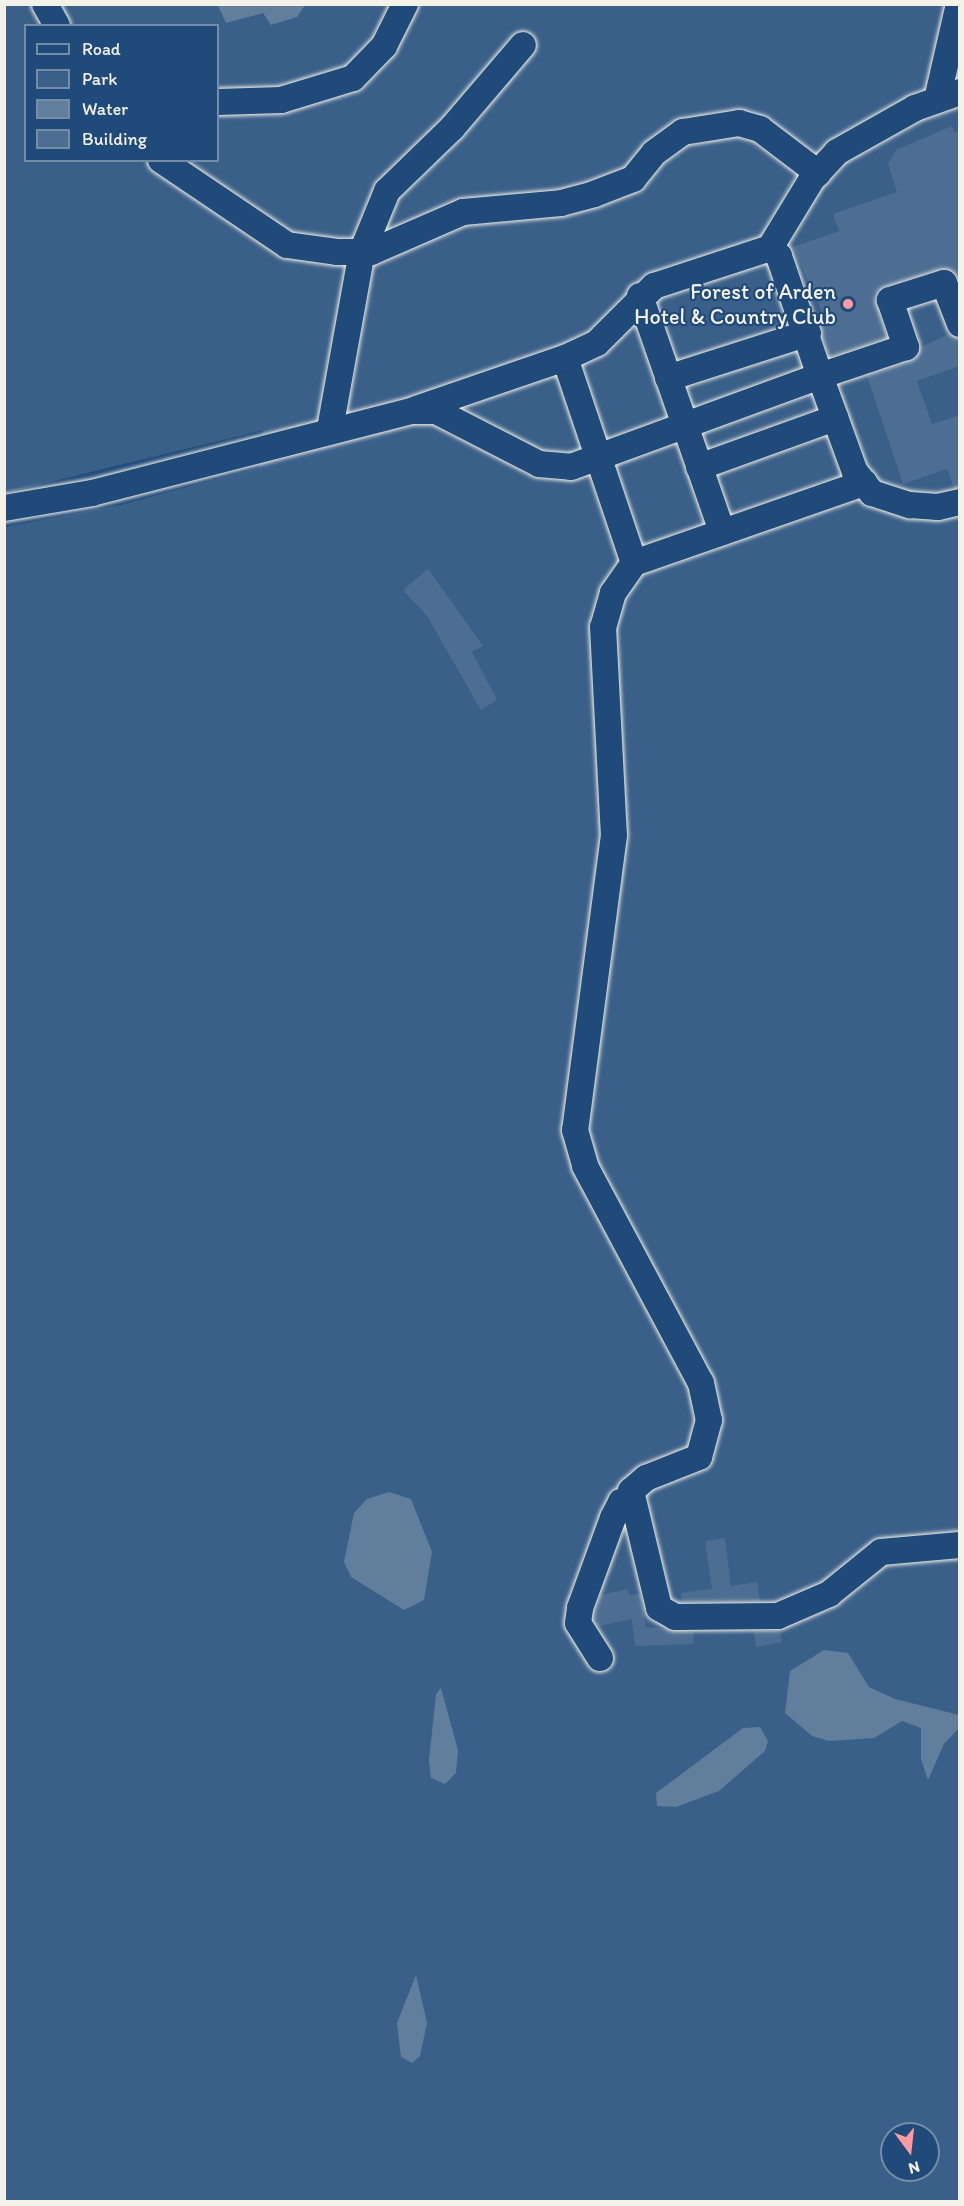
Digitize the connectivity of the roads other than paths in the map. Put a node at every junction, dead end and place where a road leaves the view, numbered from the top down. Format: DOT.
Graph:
graph roads {
  1 [pos="45,4"];
  2 [pos="405,4"];
  3 [pos="959,4"];
  4 [pos="56,24"];
  5 [pos="523,45"];
  6 [pos="949,96"];
  7 [pos="219,102"];
  8 [pos="164,162"];
  9 [pos="818,173"];
  10 [pos="770,248"];
  11 [pos="362,252"];
  12 [pos="640,296"];
  13 [pos="960,324"];
  14 [pos="808,333"];
  15 [pos="565,358"];
  16 [pos="820,376"];
  17 [pos="668,378"];
  18 [pos="412,411"];
  19 [pos="835,418"];
  20 [pos="684,427"];
  21 [pos="330,429"];
  22 [pos="598,457"];
  23 [pos="699,467"];
  24 [pos="864,483"];
  25 [pos="960,502"];
  26 [pos="4,508"];
  27 [pos="722,532"];
  28 [pos="634,563"];
  29 [pos="630,1499"];
  30 [pos="960,1545"];
  31 [pos="600,1658"];
  1 -- 4 [label="lane"];
  2 -- 7 [label="lane"];
  3 -- 6 [label="lane"];
  5 -- 11 [label="lane"];
  6 -- 9 [label="lane"];
  8 -- 11 [label="lane"];
  9 -- 10 [label="lane"];
  9 -- 11 [label="lane"];
  10 -- 12 [label="lane"];
  10 -- 14 [label="lane"];
  11 -- 21 [label="lane"];
  12 -- 15 [label="lane"];
  12 -- 17 [label="lane"];
  13 -- 16 [label="lane"];
  14 -- 16 [label="lane"];
  14 -- 17 [label="lane"];
  15 -- 18 [label="lane"];
  15 -- 22 [label="lane"];
  16 -- 19 [label="lane"];
  16 -- 20 [label="lane"];
  17 -- 20 [label="lane"];
  18 -- 21 [label="lane"];
  18 -- 22 [label="lane"];
  19 -- 23 [label="lane"];
  19 -- 24 [label="lane"];
  20 -- 22 [label="lane"];
  20 -- 23 [label="lane"];
  21 -- 26 [label="lane"];
  22 -- 28 [label="lane"];
  23 -- 27 [label="lane"];
  24 -- 25 [label="lane"];
  24 -- 27 [label="lane"];
  27 -- 28 [label="lane"];
  28 -- 29 [label="lane"];
  29 -- 30 [label="lane"];
  29 -- 31 [label="lane"];
}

▸ EXERCISE GOAL
Omitting the images, transcribe every record exactly.

▸ REPLY
Digitize the connectivity of the roads other than paths in the map. Put a node at every junction, dead end and place where a road leaves the view, numbered from the top down. Format: DOT.
Graph:
graph roads {
  1 [pos="45,4"];
  2 [pos="405,4"];
  3 [pos="959,4"];
  4 [pos="56,24"];
  5 [pos="523,45"];
  6 [pos="949,96"];
  7 [pos="219,102"];
  8 [pos="164,162"];
  9 [pos="818,173"];
  10 [pos="770,248"];
  11 [pos="362,252"];
  12 [pos="640,296"];
  13 [pos="960,324"];
  14 [pos="808,333"];
  15 [pos="565,358"];
  16 [pos="820,376"];
  17 [pos="668,378"];
  18 [pos="412,411"];
  19 [pos="835,418"];
  20 [pos="684,427"];
  21 [pos="330,429"];
  22 [pos="598,457"];
  23 [pos="699,467"];
  24 [pos="864,483"];
  25 [pos="960,502"];
  26 [pos="4,508"];
  27 [pos="722,532"];
  28 [pos="634,563"];
  29 [pos="630,1499"];
  30 [pos="960,1545"];
  31 [pos="600,1658"];
  1 -- 4 [label="lane"];
  2 -- 7 [label="lane"];
  3 -- 6 [label="lane"];
  5 -- 11 [label="lane"];
  6 -- 9 [label="lane"];
  8 -- 11 [label="lane"];
  9 -- 10 [label="lane"];
  9 -- 11 [label="lane"];
  10 -- 12 [label="lane"];
  10 -- 14 [label="lane"];
  11 -- 21 [label="lane"];
  12 -- 15 [label="lane"];
  12 -- 17 [label="lane"];
  13 -- 16 [label="lane"];
  14 -- 16 [label="lane"];
  14 -- 17 [label="lane"];
  15 -- 18 [label="lane"];
  15 -- 22 [label="lane"];
  16 -- 19 [label="lane"];
  16 -- 20 [label="lane"];
  17 -- 20 [label="lane"];
  18 -- 21 [label="lane"];
  18 -- 22 [label="lane"];
  19 -- 23 [label="lane"];
  19 -- 24 [label="lane"];
  20 -- 22 [label="lane"];
  20 -- 23 [label="lane"];
  21 -- 26 [label="lane"];
  22 -- 28 [label="lane"];
  23 -- 27 [label="lane"];
  24 -- 25 [label="lane"];
  24 -- 27 [label="lane"];
  27 -- 28 [label="lane"];
  28 -- 29 [label="lane"];
  29 -- 30 [label="lane"];
  29 -- 31 [label="lane"];
}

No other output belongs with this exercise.